_Material shown_:
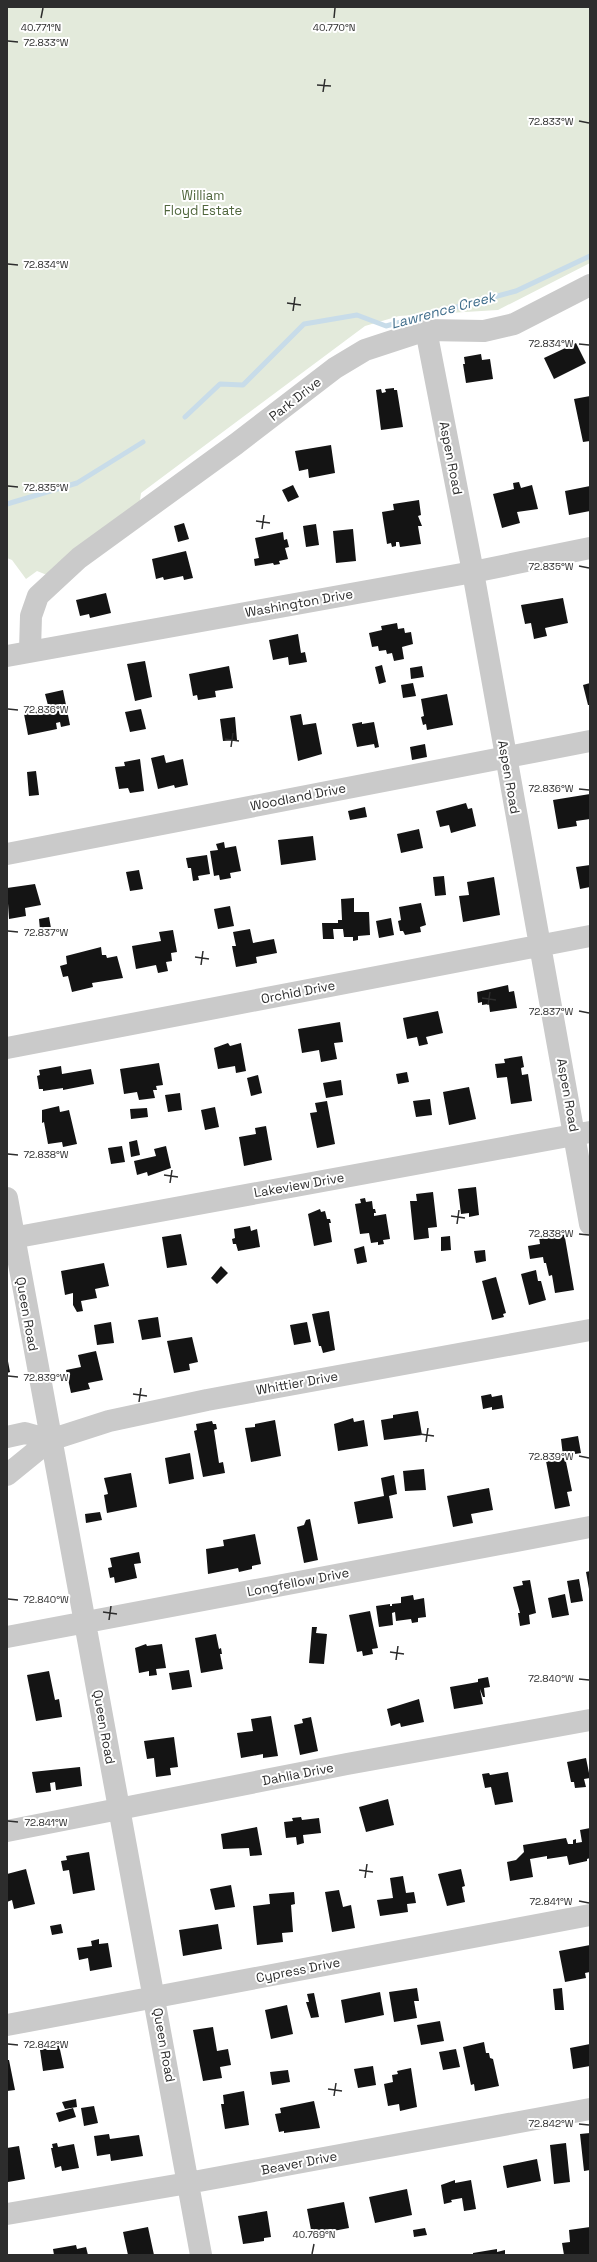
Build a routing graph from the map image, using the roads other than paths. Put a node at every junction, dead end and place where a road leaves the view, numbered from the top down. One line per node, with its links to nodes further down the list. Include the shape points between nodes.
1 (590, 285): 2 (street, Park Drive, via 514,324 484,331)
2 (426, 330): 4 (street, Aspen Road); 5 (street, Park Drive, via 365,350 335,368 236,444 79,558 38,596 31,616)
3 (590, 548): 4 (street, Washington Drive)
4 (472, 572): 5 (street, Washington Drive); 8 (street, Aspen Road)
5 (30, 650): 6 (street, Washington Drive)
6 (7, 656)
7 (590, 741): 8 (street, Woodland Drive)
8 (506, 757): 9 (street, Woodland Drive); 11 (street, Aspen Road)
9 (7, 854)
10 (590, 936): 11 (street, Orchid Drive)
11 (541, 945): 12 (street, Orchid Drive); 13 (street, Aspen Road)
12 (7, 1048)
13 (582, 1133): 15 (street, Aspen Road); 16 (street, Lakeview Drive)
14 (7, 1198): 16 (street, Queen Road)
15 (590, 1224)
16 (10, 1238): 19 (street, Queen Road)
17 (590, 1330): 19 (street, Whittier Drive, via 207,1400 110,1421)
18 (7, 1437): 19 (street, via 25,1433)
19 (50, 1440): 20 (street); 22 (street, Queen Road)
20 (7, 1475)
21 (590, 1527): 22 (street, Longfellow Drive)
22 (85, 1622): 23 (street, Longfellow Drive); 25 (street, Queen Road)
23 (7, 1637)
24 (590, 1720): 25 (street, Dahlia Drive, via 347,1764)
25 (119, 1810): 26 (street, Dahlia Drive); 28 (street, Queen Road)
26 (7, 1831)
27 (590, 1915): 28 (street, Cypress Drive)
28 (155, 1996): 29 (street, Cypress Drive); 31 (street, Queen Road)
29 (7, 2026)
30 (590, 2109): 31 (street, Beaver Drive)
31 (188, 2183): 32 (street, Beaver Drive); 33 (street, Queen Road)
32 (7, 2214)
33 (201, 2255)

---

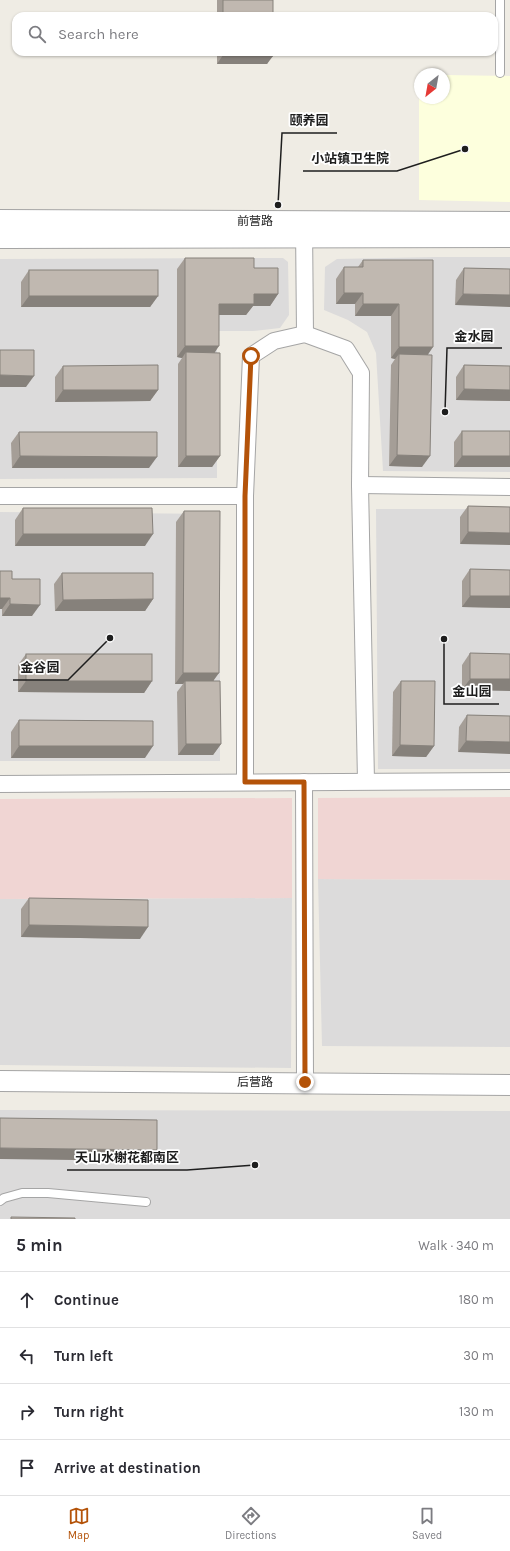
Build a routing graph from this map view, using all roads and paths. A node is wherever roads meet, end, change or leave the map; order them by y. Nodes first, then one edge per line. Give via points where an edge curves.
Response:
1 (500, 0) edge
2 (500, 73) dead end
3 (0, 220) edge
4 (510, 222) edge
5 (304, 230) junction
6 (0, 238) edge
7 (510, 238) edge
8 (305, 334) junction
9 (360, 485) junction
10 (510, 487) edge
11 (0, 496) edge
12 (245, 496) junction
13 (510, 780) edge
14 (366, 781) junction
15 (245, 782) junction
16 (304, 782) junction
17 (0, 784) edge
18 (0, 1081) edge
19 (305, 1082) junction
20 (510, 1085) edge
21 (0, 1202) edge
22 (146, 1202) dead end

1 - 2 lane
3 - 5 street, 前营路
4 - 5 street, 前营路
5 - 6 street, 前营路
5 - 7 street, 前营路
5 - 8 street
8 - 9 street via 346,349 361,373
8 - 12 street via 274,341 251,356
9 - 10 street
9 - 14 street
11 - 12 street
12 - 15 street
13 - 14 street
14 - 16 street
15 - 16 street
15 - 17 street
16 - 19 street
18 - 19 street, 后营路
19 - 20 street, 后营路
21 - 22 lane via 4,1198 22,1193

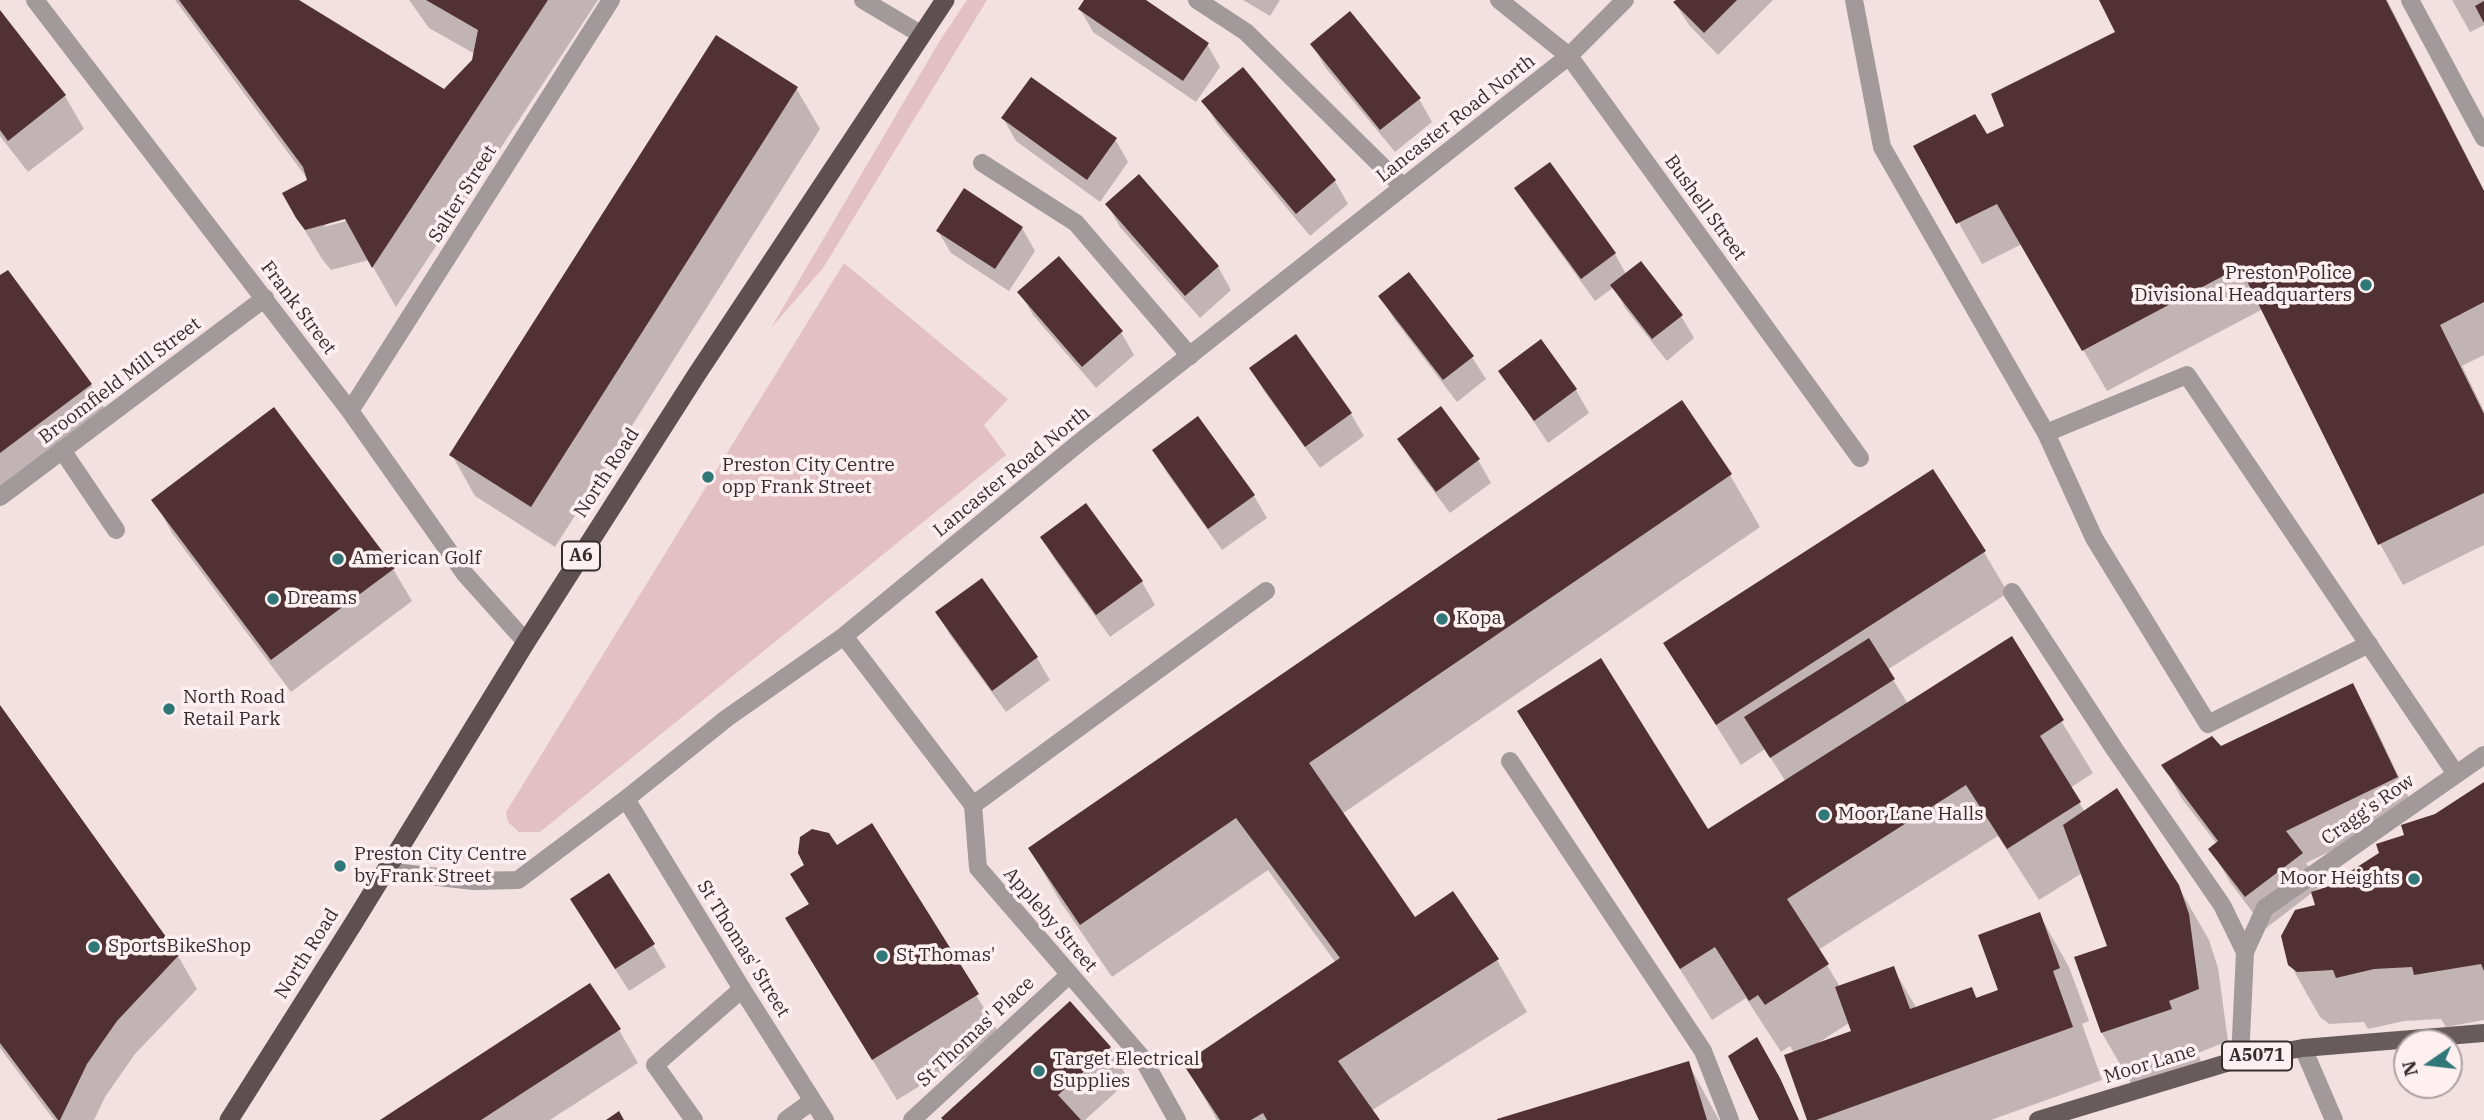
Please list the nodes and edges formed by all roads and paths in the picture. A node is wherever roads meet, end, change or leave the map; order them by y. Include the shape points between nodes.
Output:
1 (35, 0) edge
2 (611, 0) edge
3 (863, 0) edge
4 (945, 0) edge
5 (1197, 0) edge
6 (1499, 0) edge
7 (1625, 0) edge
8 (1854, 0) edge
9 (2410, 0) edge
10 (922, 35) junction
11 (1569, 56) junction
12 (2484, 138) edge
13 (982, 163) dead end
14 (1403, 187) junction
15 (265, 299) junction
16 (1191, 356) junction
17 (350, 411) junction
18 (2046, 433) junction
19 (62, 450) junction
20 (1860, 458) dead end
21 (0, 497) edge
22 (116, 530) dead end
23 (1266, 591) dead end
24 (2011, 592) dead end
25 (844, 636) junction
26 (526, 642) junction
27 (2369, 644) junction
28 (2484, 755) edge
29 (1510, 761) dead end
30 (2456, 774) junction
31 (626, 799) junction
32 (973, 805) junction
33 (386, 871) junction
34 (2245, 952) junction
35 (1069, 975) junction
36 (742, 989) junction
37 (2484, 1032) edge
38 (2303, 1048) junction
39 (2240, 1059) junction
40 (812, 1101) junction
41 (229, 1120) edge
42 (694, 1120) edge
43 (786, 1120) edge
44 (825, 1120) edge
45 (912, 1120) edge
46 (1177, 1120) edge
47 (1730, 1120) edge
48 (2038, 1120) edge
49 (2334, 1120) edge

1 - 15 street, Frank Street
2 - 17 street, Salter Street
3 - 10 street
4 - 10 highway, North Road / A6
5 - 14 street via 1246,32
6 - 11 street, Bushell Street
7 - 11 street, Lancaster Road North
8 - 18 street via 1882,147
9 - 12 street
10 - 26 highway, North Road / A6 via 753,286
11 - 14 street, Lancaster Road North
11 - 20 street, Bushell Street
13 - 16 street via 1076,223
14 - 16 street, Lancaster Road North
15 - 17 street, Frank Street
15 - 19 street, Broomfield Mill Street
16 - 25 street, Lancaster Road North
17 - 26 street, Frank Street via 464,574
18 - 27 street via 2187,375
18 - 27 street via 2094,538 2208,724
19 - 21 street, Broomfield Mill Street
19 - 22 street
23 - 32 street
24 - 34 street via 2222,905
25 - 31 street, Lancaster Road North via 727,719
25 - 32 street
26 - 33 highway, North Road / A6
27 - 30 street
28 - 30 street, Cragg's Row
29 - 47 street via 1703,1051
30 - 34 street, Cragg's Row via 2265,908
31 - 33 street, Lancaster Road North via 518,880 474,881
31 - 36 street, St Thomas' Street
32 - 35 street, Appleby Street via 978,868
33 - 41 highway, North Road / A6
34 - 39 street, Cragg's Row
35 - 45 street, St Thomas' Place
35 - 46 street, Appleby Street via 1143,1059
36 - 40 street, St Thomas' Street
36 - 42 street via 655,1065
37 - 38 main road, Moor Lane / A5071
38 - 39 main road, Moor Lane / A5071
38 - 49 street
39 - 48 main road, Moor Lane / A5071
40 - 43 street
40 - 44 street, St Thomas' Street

_What to do_:
The lines to return are those in the entries above that hold "points".

_Exercise result_:
Build a routing graph from the map image, using the roads other than paths. Put a node at every junction, dead end and place where a road leaves the view, numbered from the top down. One line per node, with its links to nodes further down the list. Include the shape points between nodes.
Build a routing graph from this map view, using all roads and paths. A node is wherever roads meet, end, change or leave the map; order them by y. Nodes first, then one edge per line. Give via points where an edge curves.
Please list the nodes and edges formed by all roads and paths in the picture. A node is wherever roads meet, end, change or leave the map; order them by y. Include the shape points between nodes.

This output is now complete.